Ever heard of 1 + 1 = 3? Well, when it comes to the combination of 'Queer' and 'Neurodiverse,' it's definitely more than just the sum of its parts. Let's dive into the top ways in which ADHD and queerness compound each other. Remember, everyone's experience is unique, so if you have a different story, I'd love to hear it!

3 ways ADHD and Queerness compound challenges

Double stigma

Being both ADHD and queer means facing a heightened level of discrimination and prejudice. Society attaches misconceptions and stereotypes to both identities, labeling people with ADHD as lazy, unintelligent, and rude due to attention and impulsivity issues, while queer individuals encounter homophobia, transphobia, and discrimination based on their sexual or gender identity. These layers of stigma intensify the challenges we face, as we navigate a world that misunderstands and marginalizes us, taking a toll on our mental well-being and self-esteem.

Double difference

Neurodiverse individuals are often accustomed to being the “odd ball”, the “sore thumb”, or the “weird one”, the ones who dress, think, feel, and speak differently. Similarly, being queer means existing outside of the traditional binary norms of sexual orientation and gender identity. Living on the other side of societal expectations in not just one but two ways can be exhausting and confusing, especially during formative years. Without understanding, acceptance, and empowerment from those around us, we may be left feeling inadequate or "wrong." It can also be challenging to differentiate whether certain experiences or traits stem from queerness or ADHD, which can hinder accurate diagnosis and treatment.

Double ‘coming out’

Being queer and neurodiverse means that in every interaction, we're faced with the decision of whether to come out as queer (”do I come out to them? Tell them I’m queer?”) and disclose our ADHD (“do I disclose? Tell them I have ADHD?”). These choices carry anxieties, insecurities, and the potential for judgment and discrimination, and just general brain power exertion that takes a toll on your day. It's particularly challenging for those with invisible disabilities and queerness, like myself, as our identities may not be immediately apparent. E.g. if someone looks at me, I am “straight-passing”, and my ADHD is invisible. The constant thought of double 'coming out' is ever-present and can loom over our heads.

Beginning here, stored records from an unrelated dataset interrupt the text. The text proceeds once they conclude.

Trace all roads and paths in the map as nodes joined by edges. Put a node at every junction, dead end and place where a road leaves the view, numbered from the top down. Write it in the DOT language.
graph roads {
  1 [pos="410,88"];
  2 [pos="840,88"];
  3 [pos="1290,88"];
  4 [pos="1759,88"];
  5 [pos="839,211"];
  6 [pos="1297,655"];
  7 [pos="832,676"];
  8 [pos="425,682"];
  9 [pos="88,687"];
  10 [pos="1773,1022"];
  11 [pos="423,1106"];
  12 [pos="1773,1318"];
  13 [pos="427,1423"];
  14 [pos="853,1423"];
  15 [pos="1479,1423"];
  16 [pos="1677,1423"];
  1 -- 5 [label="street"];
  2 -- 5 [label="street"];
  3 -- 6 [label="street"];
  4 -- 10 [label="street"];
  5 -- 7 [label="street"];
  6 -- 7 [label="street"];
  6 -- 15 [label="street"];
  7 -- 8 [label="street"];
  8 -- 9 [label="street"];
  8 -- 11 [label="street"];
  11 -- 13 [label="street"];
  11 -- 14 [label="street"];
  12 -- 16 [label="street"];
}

How we can move from coping to thriving

Navigating this intersection of queerness and ADHD can be an arduous journey marked by double stigma, double difference and double ‘coming out’, and it’s incredibly important to understand the challenges and raise awareness to even begin thinking about positive change. Today, I’d like to share a brief bit on how I’m on an active journey to move from coping to thriving by embracing my dual identity positively, and how you can incorporate similar thinking into your life.

I'm on a personal journey from mere coping to thriving by embracing my dual identity positively: I came out in 2018 and was diagnosed with ADHD in 2022, and while the journey is ongoing, I've had the privilege of working with incredible coaches, receiving support from amazing coworkers and friends, and connecting with extraordinary communities of queer and neurodiverse individuals. Over the years, I've been rewriting my own narrative, celebrating my colorful, passionate, and energized self. Today, I can confidently say that I love being queer and I love my ADHD because they make me who I am. In addition, I do recognize that this progress takes a tremendous amount of effort, privilege, opportunity, and luck—however, I do whole-heartedly believe that you can achieve it too.

The world needs diversity, uniqueness, and individuals who break down long-standing barriers that no longer serve us. Embracing differences, fostering understanding and connection, sharing our stories, and celebrating one another is the path forward. Together, we can create a more inclusive and accepting world.